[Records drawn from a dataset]
************

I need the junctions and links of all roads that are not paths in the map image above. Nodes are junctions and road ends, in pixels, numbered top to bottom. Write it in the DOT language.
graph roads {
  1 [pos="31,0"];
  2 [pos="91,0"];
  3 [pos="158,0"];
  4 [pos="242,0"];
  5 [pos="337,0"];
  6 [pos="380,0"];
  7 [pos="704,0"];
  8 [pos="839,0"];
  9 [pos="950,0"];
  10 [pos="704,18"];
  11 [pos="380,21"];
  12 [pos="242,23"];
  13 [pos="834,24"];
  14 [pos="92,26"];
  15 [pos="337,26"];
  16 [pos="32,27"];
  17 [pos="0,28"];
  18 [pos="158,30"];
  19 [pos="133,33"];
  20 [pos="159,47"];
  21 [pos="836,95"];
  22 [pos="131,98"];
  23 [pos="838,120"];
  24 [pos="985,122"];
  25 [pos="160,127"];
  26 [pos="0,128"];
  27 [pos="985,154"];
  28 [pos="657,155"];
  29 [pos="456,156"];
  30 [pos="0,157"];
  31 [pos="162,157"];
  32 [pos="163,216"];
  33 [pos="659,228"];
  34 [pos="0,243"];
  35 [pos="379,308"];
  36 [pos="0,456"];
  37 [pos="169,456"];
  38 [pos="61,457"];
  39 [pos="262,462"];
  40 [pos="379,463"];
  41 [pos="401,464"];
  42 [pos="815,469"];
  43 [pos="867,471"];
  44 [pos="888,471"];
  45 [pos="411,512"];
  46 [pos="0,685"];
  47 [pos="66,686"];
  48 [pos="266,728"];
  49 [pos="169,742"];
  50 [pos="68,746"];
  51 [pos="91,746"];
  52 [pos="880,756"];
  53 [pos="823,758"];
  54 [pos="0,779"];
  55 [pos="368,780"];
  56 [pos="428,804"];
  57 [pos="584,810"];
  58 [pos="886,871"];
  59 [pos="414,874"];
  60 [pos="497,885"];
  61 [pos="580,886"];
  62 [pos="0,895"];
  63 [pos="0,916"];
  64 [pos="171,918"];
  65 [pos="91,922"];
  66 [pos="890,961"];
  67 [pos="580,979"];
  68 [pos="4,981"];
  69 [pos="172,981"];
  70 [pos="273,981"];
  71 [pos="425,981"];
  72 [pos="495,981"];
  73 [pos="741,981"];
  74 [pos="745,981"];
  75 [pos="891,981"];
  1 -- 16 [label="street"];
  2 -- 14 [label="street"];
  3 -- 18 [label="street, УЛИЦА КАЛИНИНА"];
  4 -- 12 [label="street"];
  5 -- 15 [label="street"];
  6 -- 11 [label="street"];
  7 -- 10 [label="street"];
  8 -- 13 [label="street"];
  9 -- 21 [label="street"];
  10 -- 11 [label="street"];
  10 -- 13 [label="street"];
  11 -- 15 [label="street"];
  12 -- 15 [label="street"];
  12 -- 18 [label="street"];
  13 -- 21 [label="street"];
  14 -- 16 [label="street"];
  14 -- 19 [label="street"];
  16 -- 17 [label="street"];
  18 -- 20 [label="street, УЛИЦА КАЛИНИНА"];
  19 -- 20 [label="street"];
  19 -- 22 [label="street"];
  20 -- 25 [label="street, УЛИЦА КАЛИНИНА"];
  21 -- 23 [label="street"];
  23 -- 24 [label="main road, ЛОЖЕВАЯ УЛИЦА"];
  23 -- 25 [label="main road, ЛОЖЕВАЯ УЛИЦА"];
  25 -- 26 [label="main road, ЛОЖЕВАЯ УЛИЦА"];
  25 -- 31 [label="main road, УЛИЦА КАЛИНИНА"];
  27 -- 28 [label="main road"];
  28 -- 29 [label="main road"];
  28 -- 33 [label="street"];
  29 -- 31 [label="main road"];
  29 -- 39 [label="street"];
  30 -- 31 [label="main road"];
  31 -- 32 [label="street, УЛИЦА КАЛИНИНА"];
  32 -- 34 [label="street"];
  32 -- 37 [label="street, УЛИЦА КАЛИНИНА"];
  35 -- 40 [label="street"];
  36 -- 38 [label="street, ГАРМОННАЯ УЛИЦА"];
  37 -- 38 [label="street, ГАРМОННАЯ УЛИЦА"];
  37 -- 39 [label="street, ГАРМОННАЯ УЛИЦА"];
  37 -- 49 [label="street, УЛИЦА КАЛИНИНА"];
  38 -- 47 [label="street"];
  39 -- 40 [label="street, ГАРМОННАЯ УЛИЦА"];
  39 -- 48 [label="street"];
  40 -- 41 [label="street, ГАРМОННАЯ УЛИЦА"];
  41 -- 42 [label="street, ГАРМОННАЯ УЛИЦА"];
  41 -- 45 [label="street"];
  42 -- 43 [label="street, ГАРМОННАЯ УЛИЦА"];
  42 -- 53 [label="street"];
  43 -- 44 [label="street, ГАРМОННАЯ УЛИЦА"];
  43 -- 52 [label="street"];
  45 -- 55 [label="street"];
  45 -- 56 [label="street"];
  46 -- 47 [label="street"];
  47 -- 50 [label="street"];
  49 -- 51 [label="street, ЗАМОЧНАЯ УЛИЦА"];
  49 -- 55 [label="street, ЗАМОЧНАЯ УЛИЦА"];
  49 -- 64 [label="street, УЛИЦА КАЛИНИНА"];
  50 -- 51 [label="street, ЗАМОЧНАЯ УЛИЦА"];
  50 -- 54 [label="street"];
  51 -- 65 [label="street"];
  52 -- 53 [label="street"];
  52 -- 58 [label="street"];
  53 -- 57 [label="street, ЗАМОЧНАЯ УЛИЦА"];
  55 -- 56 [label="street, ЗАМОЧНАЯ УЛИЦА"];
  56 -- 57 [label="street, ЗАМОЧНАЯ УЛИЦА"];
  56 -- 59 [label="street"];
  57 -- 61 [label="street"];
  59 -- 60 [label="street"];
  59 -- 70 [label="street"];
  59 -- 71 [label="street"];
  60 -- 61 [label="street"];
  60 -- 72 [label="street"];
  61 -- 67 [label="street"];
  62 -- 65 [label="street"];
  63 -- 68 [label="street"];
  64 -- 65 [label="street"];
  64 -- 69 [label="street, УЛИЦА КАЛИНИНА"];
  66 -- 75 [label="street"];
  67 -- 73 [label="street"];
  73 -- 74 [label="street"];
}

************

Exercise objective: Return all of the data above verbatim.

Answer:
I need the junctions and links of all roads that are not paths in the map image above. Nodes are junctions and road ends, in pixels, numbered top to bottom. Write it in the DOT language.
graph roads {
  1 [pos="31,0"];
  2 [pos="91,0"];
  3 [pos="158,0"];
  4 [pos="242,0"];
  5 [pos="337,0"];
  6 [pos="380,0"];
  7 [pos="704,0"];
  8 [pos="839,0"];
  9 [pos="950,0"];
  10 [pos="704,18"];
  11 [pos="380,21"];
  12 [pos="242,23"];
  13 [pos="834,24"];
  14 [pos="92,26"];
  15 [pos="337,26"];
  16 [pos="32,27"];
  17 [pos="0,28"];
  18 [pos="158,30"];
  19 [pos="133,33"];
  20 [pos="159,47"];
  21 [pos="836,95"];
  22 [pos="131,98"];
  23 [pos="838,120"];
  24 [pos="985,122"];
  25 [pos="160,127"];
  26 [pos="0,128"];
  27 [pos="985,154"];
  28 [pos="657,155"];
  29 [pos="456,156"];
  30 [pos="0,157"];
  31 [pos="162,157"];
  32 [pos="163,216"];
  33 [pos="659,228"];
  34 [pos="0,243"];
  35 [pos="379,308"];
  36 [pos="0,456"];
  37 [pos="169,456"];
  38 [pos="61,457"];
  39 [pos="262,462"];
  40 [pos="379,463"];
  41 [pos="401,464"];
  42 [pos="815,469"];
  43 [pos="867,471"];
  44 [pos="888,471"];
  45 [pos="411,512"];
  46 [pos="0,685"];
  47 [pos="66,686"];
  48 [pos="266,728"];
  49 [pos="169,742"];
  50 [pos="68,746"];
  51 [pos="91,746"];
  52 [pos="880,756"];
  53 [pos="823,758"];
  54 [pos="0,779"];
  55 [pos="368,780"];
  56 [pos="428,804"];
  57 [pos="584,810"];
  58 [pos="886,871"];
  59 [pos="414,874"];
  60 [pos="497,885"];
  61 [pos="580,886"];
  62 [pos="0,895"];
  63 [pos="0,916"];
  64 [pos="171,918"];
  65 [pos="91,922"];
  66 [pos="890,961"];
  67 [pos="580,979"];
  68 [pos="4,981"];
  69 [pos="172,981"];
  70 [pos="273,981"];
  71 [pos="425,981"];
  72 [pos="495,981"];
  73 [pos="741,981"];
  74 [pos="745,981"];
  75 [pos="891,981"];
  1 -- 16 [label="street"];
  2 -- 14 [label="street"];
  3 -- 18 [label="street, УЛИЦА КАЛИНИНА"];
  4 -- 12 [label="street"];
  5 -- 15 [label="street"];
  6 -- 11 [label="street"];
  7 -- 10 [label="street"];
  8 -- 13 [label="street"];
  9 -- 21 [label="street"];
  10 -- 11 [label="street"];
  10 -- 13 [label="street"];
  11 -- 15 [label="street"];
  12 -- 15 [label="street"];
  12 -- 18 [label="street"];
  13 -- 21 [label="street"];
  14 -- 16 [label="street"];
  14 -- 19 [label="street"];
  16 -- 17 [label="street"];
  18 -- 20 [label="street, УЛИЦА КАЛИНИНА"];
  19 -- 20 [label="street"];
  19 -- 22 [label="street"];
  20 -- 25 [label="street, УЛИЦА КАЛИНИНА"];
  21 -- 23 [label="street"];
  23 -- 24 [label="main road, ЛОЖЕВАЯ УЛИЦА"];
  23 -- 25 [label="main road, ЛОЖЕВАЯ УЛИЦА"];
  25 -- 26 [label="main road, ЛОЖЕВАЯ УЛИЦА"];
  25 -- 31 [label="main road, УЛИЦА КАЛИНИНА"];
  27 -- 28 [label="main road"];
  28 -- 29 [label="main road"];
  28 -- 33 [label="street"];
  29 -- 31 [label="main road"];
  29 -- 39 [label="street"];
  30 -- 31 [label="main road"];
  31 -- 32 [label="street, УЛИЦА КАЛИНИНА"];
  32 -- 34 [label="street"];
  32 -- 37 [label="street, УЛИЦА КАЛИНИНА"];
  35 -- 40 [label="street"];
  36 -- 38 [label="street, ГАРМОННАЯ УЛИЦА"];
  37 -- 38 [label="street, ГАРМОННАЯ УЛИЦА"];
  37 -- 39 [label="street, ГАРМОННАЯ УЛИЦА"];
  37 -- 49 [label="street, УЛИЦА КАЛИНИНА"];
  38 -- 47 [label="street"];
  39 -- 40 [label="street, ГАРМОННАЯ УЛИЦА"];
  39 -- 48 [label="street"];
  40 -- 41 [label="street, ГАРМОННАЯ УЛИЦА"];
  41 -- 42 [label="street, ГАРМОННАЯ УЛИЦА"];
  41 -- 45 [label="street"];
  42 -- 43 [label="street, ГАРМОННАЯ УЛИЦА"];
  42 -- 53 [label="street"];
  43 -- 44 [label="street, ГАРМОННАЯ УЛИЦА"];
  43 -- 52 [label="street"];
  45 -- 55 [label="street"];
  45 -- 56 [label="street"];
  46 -- 47 [label="street"];
  47 -- 50 [label="street"];
  49 -- 51 [label="street, ЗАМОЧНАЯ УЛИЦА"];
  49 -- 55 [label="street, ЗАМОЧНАЯ УЛИЦА"];
  49 -- 64 [label="street, УЛИЦА КАЛИНИНА"];
  50 -- 51 [label="street, ЗАМОЧНАЯ УЛИЦА"];
  50 -- 54 [label="street"];
  51 -- 65 [label="street"];
  52 -- 53 [label="street"];
  52 -- 58 [label="street"];
  53 -- 57 [label="street, ЗАМОЧНАЯ УЛИЦА"];
  55 -- 56 [label="street, ЗАМОЧНАЯ УЛИЦА"];
  56 -- 57 [label="street, ЗАМОЧНАЯ УЛИЦА"];
  56 -- 59 [label="street"];
  57 -- 61 [label="street"];
  59 -- 60 [label="street"];
  59 -- 70 [label="street"];
  59 -- 71 [label="street"];
  60 -- 61 [label="street"];
  60 -- 72 [label="street"];
  61 -- 67 [label="street"];
  62 -- 65 [label="street"];
  63 -- 68 [label="street"];
  64 -- 65 [label="street"];
  64 -- 69 [label="street, УЛИЦА КАЛИНИНА"];
  66 -- 75 [label="street"];
  67 -- 73 [label="street"];
  73 -- 74 [label="street"];
}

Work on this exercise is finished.